Taken together, our findings provide an improved understanding on heritable MD subtypes and overall genetic sharing between subtypes. These results have strong implications in the gene mapping strategies for MD. Current efforts predominantly aim to maximize samples size. The alternative strategy—to reduce phenotypic heterogeneity through more homogeneous phenotype—has not been fully evaluated, potentially due to theoretical and methodological challenges.⁴⁷ This strategy relies on the premise that “clinical heterogeneity in MD emerges from an aggregation of different underlying liabilities expressed through partially distinct biological pathways”⁴⁷ which, to the best knowledge, was not proven. Limited by a lack of large-scale dataset with deep phenotyping, prior studies were only able to focus on a few key subtypes.^{5, 47} Our comprehensive report, by contrast, convincingly demonstrated genetic heterogeneity in MD, and thus forms a strong theoretical basis for this strategy. We further illustrated the potential of such strategy by performing stratified GWAS on each subtype. This yielded the identification of 47 independent genomic loci, a third of which were undetected in the latest MD GWAS with about 5- to 10-fold more cases than in our subtype-specific analyses. These results warrant further replications in large biobanks with consistent genotyping and phenotyping. Future data collections in MD may benefit from assessing key clinical characteristics and utilizing them to reduce MD heterogeneity.

Here we used the UKB data which provide the unique opportunity to evaluate multiple subtypes with sufficient statistical power. We, however, note the following limitations in the context of interpreting the results.

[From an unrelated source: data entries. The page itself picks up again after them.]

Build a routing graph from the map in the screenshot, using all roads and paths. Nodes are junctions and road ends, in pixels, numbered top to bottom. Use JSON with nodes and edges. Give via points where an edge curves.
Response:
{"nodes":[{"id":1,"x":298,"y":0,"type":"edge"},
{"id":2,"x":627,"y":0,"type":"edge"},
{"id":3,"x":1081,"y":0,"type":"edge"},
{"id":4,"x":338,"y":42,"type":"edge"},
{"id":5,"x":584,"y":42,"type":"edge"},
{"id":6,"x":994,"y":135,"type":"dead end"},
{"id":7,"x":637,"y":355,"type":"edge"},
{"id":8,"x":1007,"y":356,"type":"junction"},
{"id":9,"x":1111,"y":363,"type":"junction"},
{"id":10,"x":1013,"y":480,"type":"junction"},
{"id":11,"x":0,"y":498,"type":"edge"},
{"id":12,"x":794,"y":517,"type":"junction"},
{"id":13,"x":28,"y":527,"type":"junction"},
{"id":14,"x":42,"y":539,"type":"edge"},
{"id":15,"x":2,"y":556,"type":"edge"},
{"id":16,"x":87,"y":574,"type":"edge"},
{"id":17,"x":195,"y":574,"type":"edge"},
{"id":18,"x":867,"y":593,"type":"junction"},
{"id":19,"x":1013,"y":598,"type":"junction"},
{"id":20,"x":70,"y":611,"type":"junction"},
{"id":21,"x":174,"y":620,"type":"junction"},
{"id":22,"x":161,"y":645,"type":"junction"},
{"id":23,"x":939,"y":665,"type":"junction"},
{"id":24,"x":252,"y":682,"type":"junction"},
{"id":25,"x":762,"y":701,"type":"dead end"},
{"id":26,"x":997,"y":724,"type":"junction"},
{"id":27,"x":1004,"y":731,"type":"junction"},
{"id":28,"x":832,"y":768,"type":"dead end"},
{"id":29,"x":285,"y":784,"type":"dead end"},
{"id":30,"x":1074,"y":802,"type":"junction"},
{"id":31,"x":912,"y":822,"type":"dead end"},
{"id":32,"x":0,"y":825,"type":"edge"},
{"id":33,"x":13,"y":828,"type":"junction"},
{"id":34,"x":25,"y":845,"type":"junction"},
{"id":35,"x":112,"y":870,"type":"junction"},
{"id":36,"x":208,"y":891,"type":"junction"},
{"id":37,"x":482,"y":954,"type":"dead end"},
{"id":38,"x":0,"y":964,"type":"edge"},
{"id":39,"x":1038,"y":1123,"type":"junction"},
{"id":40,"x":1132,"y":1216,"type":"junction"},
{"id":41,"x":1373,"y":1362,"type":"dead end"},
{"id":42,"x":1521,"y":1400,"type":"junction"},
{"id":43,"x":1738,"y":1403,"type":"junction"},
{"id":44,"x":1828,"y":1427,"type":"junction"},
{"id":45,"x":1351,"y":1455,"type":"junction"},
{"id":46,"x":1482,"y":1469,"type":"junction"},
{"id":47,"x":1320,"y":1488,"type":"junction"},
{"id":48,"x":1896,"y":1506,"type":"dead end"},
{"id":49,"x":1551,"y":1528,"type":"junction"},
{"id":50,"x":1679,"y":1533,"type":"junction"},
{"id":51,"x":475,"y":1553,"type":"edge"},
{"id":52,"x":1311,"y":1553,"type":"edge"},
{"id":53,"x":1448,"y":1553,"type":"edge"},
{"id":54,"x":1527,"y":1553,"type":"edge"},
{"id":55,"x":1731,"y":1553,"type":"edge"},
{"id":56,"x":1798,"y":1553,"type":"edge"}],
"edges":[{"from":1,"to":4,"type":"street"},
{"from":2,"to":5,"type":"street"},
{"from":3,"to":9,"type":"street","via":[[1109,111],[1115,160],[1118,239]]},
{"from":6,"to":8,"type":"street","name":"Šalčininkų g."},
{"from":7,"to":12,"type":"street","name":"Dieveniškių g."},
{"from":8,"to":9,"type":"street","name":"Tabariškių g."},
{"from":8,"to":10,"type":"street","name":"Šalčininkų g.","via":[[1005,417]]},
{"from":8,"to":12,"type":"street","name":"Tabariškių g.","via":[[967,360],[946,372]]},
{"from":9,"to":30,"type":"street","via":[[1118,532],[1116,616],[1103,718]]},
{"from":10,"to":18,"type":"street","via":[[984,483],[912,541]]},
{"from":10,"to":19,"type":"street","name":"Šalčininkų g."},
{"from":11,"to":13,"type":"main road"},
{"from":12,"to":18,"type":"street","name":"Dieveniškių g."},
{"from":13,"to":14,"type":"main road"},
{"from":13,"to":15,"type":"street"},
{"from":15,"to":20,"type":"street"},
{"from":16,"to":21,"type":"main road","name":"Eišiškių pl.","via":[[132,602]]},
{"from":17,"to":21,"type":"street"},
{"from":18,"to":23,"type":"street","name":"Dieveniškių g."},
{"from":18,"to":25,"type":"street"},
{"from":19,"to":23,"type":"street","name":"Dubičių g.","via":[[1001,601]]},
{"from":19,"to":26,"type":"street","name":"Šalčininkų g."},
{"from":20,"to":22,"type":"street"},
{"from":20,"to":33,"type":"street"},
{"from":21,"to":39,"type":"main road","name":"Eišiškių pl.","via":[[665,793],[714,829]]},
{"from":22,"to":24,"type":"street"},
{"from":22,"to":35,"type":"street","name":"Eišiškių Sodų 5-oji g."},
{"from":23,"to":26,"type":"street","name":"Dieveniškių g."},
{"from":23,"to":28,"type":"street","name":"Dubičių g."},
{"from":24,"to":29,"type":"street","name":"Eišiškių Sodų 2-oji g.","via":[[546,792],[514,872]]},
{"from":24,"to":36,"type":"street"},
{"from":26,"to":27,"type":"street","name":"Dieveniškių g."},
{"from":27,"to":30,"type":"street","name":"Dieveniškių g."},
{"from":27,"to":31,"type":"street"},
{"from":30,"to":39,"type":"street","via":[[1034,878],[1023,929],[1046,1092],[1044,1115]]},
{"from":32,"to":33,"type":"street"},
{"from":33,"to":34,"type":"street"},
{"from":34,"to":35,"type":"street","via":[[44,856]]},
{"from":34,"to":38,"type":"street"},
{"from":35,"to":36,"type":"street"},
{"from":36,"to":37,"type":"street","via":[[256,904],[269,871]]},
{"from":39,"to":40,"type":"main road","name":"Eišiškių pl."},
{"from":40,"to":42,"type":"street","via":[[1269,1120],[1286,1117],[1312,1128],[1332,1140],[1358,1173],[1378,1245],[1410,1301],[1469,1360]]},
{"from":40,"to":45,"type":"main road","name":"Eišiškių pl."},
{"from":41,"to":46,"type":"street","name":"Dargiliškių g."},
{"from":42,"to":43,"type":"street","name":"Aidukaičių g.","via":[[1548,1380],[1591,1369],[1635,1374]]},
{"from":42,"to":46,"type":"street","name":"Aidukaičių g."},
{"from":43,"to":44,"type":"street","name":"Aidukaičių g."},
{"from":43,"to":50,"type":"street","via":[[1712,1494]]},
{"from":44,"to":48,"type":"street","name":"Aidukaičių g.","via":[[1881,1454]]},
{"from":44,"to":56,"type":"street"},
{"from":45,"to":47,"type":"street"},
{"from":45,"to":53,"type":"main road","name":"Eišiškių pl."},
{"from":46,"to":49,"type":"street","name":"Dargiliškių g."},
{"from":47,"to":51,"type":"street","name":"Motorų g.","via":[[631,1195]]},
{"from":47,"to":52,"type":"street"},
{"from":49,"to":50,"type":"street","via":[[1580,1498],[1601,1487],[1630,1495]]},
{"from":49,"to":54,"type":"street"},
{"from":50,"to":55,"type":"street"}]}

First, we were unable to study all MD subtypes, especially rare subtypes like psychotic, seasonal, treatment-related subtypes, as more refined clinical and treatment data would be required. We also acknowledge that the quality of phenotypic definitions varied across the subtypes studied, with those relying on self-reported and retrospective recalls of symptoms more compromised than the others. Together with the varying prevalence and underlying genetic architectures, statistical power varied across subtypes and the power gain using fastGWA may not be proportional to subtypes. “Healthy volunteer bias” was known for UKB⁴⁸ and likely to contribute to part of our results. Finally, we used theory-driven subtyping approach in this study. New methods using data-driven approaches might hold great promises for novel subtype identification and validation.

Etiological heterogeneity hinders treatment efficacy. Our finding of ubiquitous subtype heterogeneity within MD underscores the potential of drug development and treatment optimization for patient subgroups to achieve precision psychiatry.